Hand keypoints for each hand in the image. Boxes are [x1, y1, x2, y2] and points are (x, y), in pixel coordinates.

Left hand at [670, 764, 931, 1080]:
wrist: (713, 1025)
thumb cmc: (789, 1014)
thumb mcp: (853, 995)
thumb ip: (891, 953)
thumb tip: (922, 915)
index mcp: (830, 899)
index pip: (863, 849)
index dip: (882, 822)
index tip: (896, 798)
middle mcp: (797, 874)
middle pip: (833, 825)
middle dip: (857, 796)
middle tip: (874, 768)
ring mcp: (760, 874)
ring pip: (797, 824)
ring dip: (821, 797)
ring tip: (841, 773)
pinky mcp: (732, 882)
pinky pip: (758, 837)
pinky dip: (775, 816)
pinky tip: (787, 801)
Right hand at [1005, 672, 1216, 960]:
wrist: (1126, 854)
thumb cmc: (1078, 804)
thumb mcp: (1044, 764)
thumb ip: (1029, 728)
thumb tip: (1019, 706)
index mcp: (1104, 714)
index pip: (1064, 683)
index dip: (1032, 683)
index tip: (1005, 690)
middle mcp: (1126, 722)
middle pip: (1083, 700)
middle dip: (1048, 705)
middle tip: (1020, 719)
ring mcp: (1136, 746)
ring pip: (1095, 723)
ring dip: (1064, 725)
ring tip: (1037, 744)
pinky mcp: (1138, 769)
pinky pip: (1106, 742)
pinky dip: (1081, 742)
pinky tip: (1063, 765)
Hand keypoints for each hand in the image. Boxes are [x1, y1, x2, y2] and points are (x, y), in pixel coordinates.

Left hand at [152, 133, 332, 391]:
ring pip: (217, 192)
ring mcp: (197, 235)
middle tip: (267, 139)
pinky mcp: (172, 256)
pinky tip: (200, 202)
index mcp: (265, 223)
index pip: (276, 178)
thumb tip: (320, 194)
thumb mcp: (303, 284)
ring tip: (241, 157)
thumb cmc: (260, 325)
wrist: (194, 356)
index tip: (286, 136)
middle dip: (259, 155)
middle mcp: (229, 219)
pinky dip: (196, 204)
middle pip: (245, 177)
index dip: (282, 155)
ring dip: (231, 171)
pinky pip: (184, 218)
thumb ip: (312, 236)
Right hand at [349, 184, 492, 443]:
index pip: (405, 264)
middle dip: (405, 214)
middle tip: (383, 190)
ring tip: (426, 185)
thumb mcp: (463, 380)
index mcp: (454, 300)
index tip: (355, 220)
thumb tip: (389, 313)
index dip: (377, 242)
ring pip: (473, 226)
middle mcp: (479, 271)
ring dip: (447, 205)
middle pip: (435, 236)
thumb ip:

= = =

* Exercise objective *
Copy the stretch of the records above that runs from the line with "ring mcp: (760, 874)" through the line with "ring tip: (241, 157)". Both end lines belong in the copy, and nothing else does.

* Written response *
ring mcp: (760, 874)
ring pip: (797, 824)
ring dip: (821, 797)
ring tip: (841, 773)
pinky mcp: (732, 882)
pinky pip: (758, 837)
pinky dip: (775, 816)
pinky tip: (787, 801)
Right hand at [1005, 672, 1216, 960]:
wrist: (1126, 854)
thumb cmc: (1078, 804)
thumb mcp: (1044, 764)
thumb ip: (1029, 728)
thumb tip: (1019, 706)
index mcp: (1104, 714)
index pip: (1064, 683)
index dip: (1032, 683)
index tip: (1005, 690)
middle mcp: (1126, 722)
middle pip: (1083, 700)
middle dip: (1048, 705)
middle tip: (1020, 719)
ring mcp: (1136, 746)
ring pip: (1095, 723)
ring dip: (1064, 725)
ring tip: (1037, 744)
pinky mcp: (1138, 769)
pinky pip: (1106, 742)
pinky dip: (1081, 742)
pinky tip: (1063, 765)
Hand keypoints for each hand in the image. Boxes are [x1, y1, x2, y2] and points are (x, y), in pixel coordinates.

Left hand at [152, 133, 332, 391]:
ring pip: (217, 192)
ring mcp: (197, 235)
middle tip: (267, 139)
pinky mcp: (172, 256)
pinky tip: (200, 202)
index mcp: (265, 223)
index pip: (276, 178)
thumb tip: (320, 194)
thumb mcp: (303, 284)
ring tip: (241, 157)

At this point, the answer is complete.